Goal of the exercise: Output, word for word, the lines of this listing that fall between the line with "ctx.fillStyle = '#f6f6f6'" and the line with "ctx.fillText('Discussion', 299, 127)", counting both of those lines, and no others.

Listed entries:
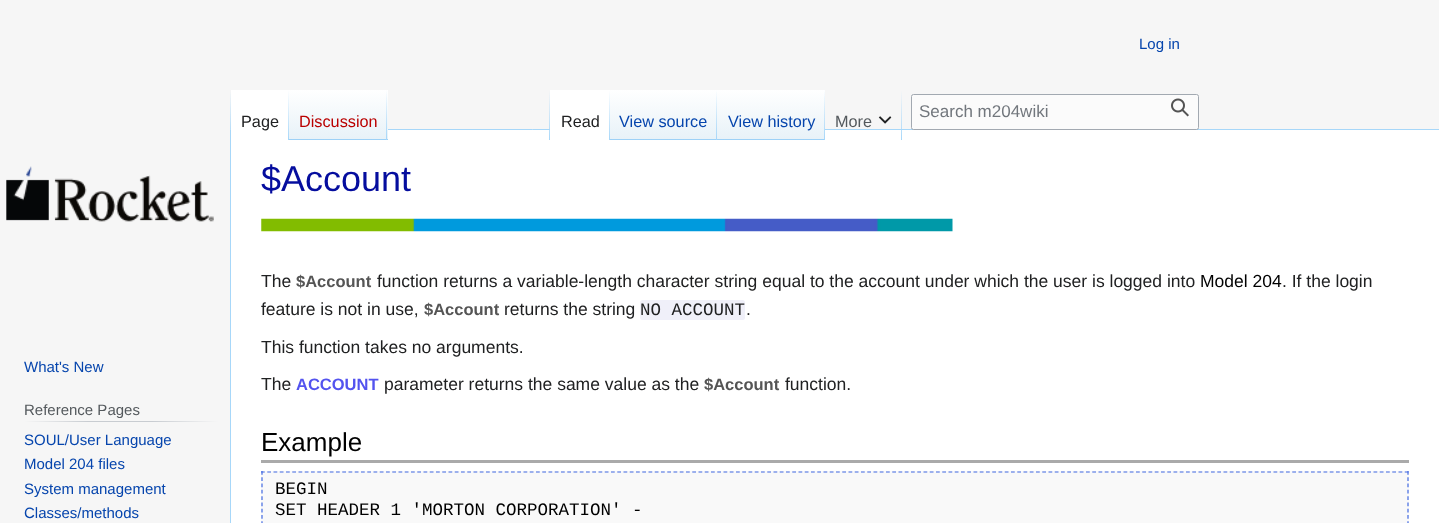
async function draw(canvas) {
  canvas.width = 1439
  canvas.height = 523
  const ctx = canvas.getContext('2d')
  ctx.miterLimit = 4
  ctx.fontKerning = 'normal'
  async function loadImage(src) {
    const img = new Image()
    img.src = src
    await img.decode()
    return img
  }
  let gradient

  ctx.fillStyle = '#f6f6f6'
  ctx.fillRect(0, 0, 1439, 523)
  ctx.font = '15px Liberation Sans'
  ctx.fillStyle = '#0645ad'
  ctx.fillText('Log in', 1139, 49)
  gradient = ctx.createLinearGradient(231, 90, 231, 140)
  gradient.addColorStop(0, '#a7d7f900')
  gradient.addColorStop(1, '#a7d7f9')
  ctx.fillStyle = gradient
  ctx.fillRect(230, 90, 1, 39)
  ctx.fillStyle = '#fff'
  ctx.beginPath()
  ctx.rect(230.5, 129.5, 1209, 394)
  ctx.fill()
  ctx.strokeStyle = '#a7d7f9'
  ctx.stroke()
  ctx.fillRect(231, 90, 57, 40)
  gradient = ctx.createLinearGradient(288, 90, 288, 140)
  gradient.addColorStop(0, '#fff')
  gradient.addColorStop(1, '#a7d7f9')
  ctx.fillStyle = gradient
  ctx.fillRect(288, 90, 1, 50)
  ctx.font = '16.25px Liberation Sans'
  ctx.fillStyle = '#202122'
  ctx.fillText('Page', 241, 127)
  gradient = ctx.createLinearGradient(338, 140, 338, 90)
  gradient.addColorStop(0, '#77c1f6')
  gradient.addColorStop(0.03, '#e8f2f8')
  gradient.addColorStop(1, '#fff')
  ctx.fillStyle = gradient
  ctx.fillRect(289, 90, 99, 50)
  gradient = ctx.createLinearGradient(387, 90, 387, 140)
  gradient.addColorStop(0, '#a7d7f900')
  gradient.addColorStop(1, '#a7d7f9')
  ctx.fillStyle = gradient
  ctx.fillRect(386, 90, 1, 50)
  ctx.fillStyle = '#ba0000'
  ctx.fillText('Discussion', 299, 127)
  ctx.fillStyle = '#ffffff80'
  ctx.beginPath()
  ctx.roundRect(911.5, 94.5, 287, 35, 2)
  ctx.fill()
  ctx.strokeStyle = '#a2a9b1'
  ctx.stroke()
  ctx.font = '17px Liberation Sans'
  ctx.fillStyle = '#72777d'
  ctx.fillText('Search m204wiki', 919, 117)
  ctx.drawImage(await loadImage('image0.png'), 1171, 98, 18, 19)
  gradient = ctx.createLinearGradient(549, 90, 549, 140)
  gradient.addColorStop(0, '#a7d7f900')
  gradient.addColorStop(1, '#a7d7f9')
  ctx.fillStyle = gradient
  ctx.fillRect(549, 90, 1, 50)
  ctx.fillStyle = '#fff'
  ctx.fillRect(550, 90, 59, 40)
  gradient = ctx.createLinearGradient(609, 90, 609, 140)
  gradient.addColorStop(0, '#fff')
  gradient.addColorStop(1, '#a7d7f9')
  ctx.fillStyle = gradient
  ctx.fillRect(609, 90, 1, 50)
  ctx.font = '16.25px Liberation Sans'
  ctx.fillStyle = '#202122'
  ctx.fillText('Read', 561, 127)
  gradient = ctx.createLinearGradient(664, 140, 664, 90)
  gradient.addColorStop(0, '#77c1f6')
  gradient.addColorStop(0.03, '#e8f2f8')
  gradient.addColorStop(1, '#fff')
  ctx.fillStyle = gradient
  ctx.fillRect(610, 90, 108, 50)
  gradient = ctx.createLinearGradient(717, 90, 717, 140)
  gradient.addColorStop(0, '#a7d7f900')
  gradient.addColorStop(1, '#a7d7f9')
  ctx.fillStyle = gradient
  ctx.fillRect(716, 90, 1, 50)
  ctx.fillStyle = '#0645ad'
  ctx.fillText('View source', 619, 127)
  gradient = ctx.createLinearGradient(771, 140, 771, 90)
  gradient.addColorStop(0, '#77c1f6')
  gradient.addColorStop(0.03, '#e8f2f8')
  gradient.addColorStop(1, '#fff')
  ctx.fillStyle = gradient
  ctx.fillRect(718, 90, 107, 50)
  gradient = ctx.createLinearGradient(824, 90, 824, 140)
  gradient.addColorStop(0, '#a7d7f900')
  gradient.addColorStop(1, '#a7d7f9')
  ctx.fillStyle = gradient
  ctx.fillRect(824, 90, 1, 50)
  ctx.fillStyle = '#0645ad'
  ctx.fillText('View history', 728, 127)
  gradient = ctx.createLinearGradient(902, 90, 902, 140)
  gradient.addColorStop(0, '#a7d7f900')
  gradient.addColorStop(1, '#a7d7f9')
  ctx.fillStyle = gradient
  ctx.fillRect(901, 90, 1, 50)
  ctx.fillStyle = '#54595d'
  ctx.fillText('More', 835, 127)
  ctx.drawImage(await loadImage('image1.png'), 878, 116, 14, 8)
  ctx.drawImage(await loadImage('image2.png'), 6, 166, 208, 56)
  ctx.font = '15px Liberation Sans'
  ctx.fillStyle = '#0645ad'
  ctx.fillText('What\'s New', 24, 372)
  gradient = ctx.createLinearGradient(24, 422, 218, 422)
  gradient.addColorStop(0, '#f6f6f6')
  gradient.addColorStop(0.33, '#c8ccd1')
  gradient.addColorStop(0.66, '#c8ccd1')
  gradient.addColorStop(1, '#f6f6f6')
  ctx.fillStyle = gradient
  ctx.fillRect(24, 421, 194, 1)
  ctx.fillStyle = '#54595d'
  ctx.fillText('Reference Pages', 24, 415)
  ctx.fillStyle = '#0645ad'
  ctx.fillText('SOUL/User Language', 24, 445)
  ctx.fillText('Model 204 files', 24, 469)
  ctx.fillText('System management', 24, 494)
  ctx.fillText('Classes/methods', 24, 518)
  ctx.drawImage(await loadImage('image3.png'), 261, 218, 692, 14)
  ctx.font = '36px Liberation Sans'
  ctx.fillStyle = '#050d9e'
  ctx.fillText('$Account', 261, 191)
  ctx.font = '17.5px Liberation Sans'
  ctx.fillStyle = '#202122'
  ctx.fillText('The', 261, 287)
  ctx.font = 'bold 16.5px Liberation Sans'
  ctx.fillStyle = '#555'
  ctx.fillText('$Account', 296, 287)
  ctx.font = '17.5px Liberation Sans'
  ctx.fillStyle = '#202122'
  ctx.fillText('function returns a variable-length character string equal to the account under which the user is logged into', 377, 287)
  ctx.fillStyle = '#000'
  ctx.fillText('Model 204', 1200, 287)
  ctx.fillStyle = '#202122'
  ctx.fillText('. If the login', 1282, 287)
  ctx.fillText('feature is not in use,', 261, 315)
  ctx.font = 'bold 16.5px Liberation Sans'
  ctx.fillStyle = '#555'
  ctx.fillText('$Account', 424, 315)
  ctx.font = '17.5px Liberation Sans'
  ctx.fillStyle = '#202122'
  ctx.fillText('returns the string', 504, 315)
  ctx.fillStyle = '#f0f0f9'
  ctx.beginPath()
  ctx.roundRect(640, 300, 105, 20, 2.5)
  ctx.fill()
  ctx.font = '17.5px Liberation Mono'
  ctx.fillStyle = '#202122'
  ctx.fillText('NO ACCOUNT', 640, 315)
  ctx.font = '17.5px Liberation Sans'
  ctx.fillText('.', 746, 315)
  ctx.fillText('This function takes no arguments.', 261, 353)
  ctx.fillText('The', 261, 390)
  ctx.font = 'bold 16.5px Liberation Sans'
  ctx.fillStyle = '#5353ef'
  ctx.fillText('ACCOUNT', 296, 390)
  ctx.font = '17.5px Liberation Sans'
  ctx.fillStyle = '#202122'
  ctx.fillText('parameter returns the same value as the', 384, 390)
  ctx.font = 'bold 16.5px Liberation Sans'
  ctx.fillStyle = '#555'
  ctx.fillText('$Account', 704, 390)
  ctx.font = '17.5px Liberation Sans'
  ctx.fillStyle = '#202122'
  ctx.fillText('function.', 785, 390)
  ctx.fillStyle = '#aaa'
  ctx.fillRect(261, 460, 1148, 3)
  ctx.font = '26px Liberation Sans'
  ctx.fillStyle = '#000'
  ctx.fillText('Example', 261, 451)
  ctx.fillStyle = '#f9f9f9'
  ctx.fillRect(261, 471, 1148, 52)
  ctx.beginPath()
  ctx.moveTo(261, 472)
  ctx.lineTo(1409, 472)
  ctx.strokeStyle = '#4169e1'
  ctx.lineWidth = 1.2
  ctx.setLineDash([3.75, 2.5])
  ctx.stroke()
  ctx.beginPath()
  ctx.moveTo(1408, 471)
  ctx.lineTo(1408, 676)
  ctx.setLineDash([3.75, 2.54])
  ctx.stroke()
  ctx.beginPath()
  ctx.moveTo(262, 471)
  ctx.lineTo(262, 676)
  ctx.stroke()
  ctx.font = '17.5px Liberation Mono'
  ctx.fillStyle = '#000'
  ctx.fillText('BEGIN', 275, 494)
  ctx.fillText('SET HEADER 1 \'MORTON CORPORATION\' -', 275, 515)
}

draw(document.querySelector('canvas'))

...

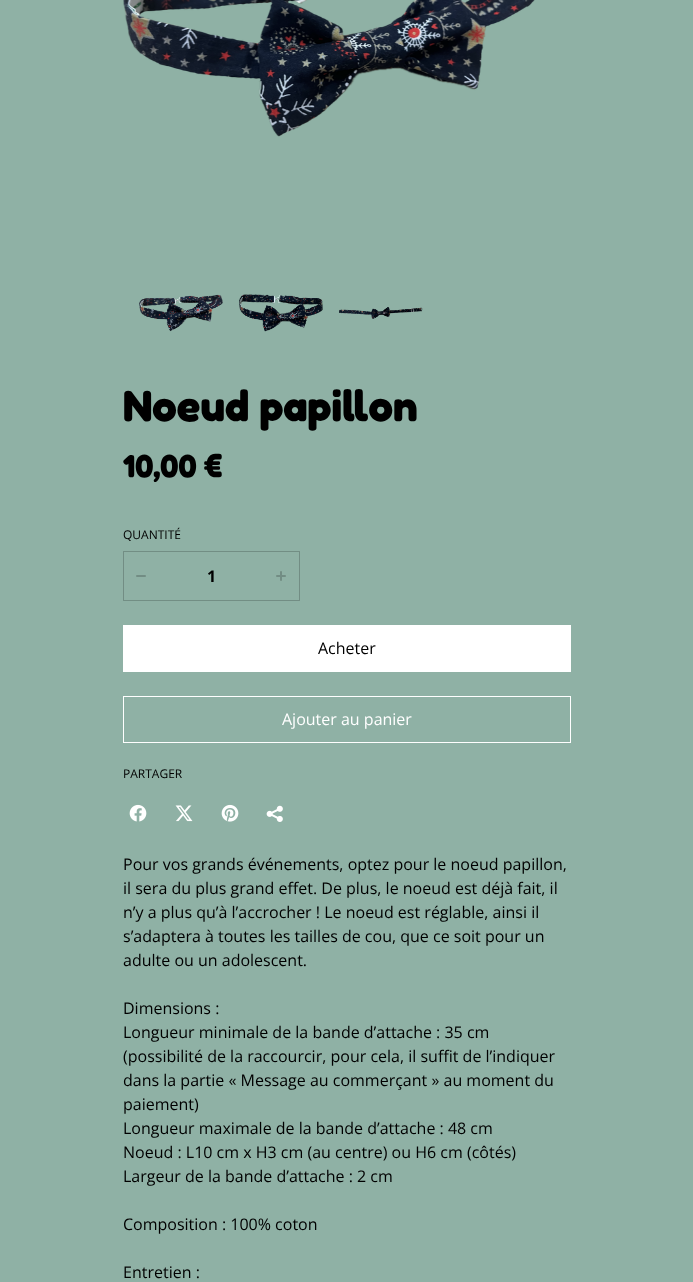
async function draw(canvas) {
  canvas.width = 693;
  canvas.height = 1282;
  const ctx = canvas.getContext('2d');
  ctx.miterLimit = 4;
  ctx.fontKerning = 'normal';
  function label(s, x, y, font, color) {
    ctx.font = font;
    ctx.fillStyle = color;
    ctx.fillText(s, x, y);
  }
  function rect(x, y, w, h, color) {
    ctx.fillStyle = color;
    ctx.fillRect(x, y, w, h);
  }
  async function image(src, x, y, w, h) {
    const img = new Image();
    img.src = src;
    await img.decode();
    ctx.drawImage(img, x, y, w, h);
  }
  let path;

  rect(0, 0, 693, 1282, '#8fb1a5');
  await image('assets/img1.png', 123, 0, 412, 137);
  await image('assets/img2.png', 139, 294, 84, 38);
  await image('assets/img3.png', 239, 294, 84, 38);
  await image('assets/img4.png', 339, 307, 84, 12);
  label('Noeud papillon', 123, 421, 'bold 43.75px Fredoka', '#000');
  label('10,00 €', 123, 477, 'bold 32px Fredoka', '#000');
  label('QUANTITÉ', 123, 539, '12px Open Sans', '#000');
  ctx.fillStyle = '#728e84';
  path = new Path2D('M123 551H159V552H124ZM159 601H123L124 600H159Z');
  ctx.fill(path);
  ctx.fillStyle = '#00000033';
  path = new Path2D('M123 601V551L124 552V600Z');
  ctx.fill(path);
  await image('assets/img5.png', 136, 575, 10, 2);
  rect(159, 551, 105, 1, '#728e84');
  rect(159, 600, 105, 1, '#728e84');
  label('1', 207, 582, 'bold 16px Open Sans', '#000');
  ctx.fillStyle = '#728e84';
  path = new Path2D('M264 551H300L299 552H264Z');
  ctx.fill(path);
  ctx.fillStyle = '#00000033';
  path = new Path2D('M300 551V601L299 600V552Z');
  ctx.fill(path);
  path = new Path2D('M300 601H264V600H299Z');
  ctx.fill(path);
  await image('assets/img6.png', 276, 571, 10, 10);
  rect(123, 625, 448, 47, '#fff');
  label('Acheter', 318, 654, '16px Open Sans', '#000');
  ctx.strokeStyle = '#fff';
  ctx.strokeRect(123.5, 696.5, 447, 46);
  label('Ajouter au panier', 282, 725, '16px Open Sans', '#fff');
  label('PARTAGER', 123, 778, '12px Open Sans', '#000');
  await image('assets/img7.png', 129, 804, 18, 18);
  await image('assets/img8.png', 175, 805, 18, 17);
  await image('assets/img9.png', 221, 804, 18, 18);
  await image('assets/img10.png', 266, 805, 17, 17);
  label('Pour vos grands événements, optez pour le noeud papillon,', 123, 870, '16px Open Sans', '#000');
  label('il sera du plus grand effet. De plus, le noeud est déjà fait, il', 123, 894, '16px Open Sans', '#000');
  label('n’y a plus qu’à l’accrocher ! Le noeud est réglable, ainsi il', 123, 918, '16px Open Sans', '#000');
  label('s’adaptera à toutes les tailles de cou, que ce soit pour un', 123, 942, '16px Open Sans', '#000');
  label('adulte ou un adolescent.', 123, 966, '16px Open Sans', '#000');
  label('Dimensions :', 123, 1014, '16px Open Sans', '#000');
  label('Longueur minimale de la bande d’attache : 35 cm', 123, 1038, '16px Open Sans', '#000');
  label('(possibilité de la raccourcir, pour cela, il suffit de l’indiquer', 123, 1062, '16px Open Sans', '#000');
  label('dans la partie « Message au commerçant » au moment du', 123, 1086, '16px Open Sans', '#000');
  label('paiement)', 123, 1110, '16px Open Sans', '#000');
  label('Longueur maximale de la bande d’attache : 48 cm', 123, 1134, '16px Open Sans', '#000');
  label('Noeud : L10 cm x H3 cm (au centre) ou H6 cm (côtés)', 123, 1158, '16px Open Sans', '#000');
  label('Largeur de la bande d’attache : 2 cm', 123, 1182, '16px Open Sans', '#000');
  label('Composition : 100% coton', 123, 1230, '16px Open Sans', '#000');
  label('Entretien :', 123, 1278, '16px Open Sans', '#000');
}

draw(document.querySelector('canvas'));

Expected answer:
  ctx.fillStyle = '#f6f6f6'
  ctx.fillRect(0, 0, 1439, 523)
  ctx.font = '15px Liberation Sans'
  ctx.fillStyle = '#0645ad'
  ctx.fillText('Log in', 1139, 49)
  gradient = ctx.createLinearGradient(231, 90, 231, 140)
  gradient.addColorStop(0, '#a7d7f900')
  gradient.addColorStop(1, '#a7d7f9')
  ctx.fillStyle = gradient
  ctx.fillRect(230, 90, 1, 39)
  ctx.fillStyle = '#fff'
  ctx.beginPath()
  ctx.rect(230.5, 129.5, 1209, 394)
  ctx.fill()
  ctx.strokeStyle = '#a7d7f9'
  ctx.stroke()
  ctx.fillRect(231, 90, 57, 40)
  gradient = ctx.createLinearGradient(288, 90, 288, 140)
  gradient.addColorStop(0, '#fff')
  gradient.addColorStop(1, '#a7d7f9')
  ctx.fillStyle = gradient
  ctx.fillRect(288, 90, 1, 50)
  ctx.font = '16.25px Liberation Sans'
  ctx.fillStyle = '#202122'
  ctx.fillText('Page', 241, 127)
  gradient = ctx.createLinearGradient(338, 140, 338, 90)
  gradient.addColorStop(0, '#77c1f6')
  gradient.addColorStop(0.03, '#e8f2f8')
  gradient.addColorStop(1, '#fff')
  ctx.fillStyle = gradient
  ctx.fillRect(289, 90, 99, 50)
  gradient = ctx.createLinearGradient(387, 90, 387, 140)
  gradient.addColorStop(0, '#a7d7f900')
  gradient.addColorStop(1, '#a7d7f9')
  ctx.fillStyle = gradient
  ctx.fillRect(386, 90, 1, 50)
  ctx.fillStyle = '#ba0000'
  ctx.fillText('Discussion', 299, 127)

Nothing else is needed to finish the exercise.